■ WORK TASK
Go through the data below and copy each line where the word "node" occurs.
[DATA RECORDS Boundary: Start]
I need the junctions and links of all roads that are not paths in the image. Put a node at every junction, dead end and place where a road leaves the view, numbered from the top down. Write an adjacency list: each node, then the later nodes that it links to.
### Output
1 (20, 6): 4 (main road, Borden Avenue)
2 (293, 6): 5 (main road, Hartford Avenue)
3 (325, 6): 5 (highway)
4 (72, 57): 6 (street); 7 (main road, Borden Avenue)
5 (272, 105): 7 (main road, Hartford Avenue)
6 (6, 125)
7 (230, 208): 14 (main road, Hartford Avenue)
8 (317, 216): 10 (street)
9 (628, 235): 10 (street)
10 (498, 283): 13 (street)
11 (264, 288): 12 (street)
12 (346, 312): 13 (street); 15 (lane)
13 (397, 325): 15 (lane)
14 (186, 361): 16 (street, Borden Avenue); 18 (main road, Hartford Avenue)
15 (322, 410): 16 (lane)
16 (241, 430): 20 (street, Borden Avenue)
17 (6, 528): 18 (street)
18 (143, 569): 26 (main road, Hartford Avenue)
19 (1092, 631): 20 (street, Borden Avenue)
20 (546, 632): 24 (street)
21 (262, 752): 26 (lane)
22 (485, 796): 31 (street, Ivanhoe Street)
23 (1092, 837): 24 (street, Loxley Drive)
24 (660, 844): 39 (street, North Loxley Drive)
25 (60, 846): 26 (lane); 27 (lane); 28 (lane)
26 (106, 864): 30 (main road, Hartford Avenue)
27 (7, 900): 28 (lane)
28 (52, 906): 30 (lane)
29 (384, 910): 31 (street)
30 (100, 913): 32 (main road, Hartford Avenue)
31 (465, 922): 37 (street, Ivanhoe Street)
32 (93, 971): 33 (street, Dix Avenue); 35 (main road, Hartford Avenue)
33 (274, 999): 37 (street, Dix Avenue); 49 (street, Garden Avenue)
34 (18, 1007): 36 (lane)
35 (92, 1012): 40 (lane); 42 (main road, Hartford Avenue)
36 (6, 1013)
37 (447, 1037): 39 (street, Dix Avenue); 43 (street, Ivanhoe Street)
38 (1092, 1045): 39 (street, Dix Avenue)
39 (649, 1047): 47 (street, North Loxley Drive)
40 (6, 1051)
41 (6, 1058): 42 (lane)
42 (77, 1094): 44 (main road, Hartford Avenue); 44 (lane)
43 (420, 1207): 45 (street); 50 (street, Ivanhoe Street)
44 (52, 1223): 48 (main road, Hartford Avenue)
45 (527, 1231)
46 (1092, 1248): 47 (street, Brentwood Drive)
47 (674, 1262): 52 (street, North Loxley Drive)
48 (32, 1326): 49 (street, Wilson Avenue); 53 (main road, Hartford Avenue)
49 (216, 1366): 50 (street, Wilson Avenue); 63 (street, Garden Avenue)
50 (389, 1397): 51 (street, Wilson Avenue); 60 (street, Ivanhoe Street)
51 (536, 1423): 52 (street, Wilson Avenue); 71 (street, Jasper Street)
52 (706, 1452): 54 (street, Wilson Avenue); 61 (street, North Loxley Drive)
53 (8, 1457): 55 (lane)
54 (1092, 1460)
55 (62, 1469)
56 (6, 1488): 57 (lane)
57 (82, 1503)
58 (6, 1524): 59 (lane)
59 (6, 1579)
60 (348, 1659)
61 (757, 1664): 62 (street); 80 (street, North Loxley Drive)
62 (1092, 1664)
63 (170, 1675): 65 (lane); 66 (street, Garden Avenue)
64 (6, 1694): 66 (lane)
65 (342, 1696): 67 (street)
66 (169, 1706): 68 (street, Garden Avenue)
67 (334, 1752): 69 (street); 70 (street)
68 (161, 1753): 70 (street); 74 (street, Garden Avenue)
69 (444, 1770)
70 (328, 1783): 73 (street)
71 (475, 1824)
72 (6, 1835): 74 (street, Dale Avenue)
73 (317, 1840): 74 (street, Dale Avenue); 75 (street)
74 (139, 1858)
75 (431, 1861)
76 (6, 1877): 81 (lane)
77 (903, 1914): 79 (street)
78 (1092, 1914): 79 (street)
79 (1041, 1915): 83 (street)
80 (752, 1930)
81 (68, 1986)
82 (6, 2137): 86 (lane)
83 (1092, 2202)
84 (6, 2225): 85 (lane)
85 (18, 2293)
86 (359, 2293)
[DATA RECORDS Boundary: End]
[DATA RECORDS Boundary: Start]
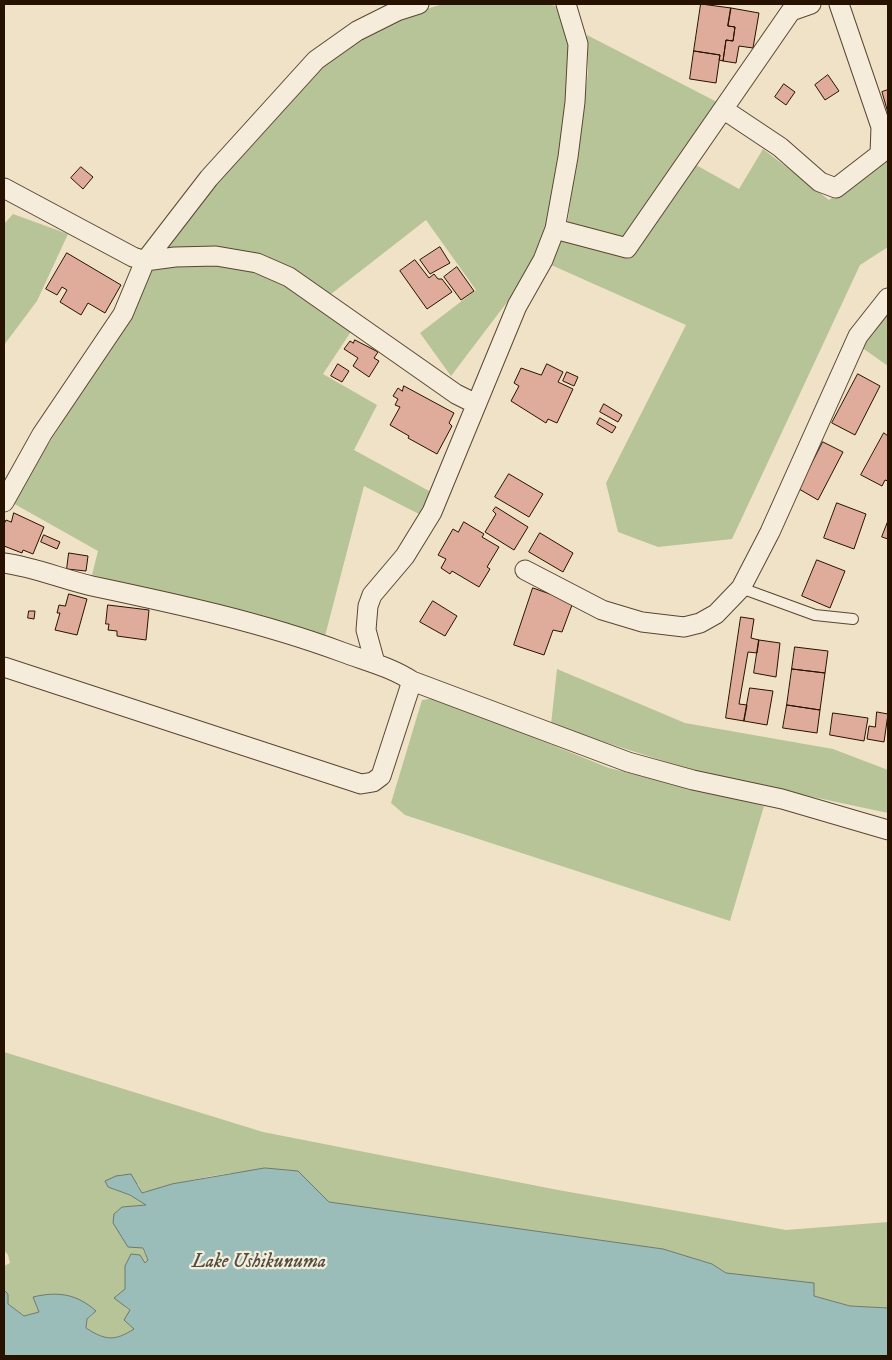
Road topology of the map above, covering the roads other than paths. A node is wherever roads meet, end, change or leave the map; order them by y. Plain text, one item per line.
[DATA RECORDS Boundary: End]
■ COMPLETED TASK
I need the junctions and links of all roads that are not paths in the image. Put a node at every junction, dead end and place where a road leaves the view, numbered from the top down. Write an adjacency list: each node, then the later nodes that it links to.
Road topology of the map above, covering the roads other than paths. A node is wherever roads meet, end, change or leave the map; order them by y. Plain text, one item per line.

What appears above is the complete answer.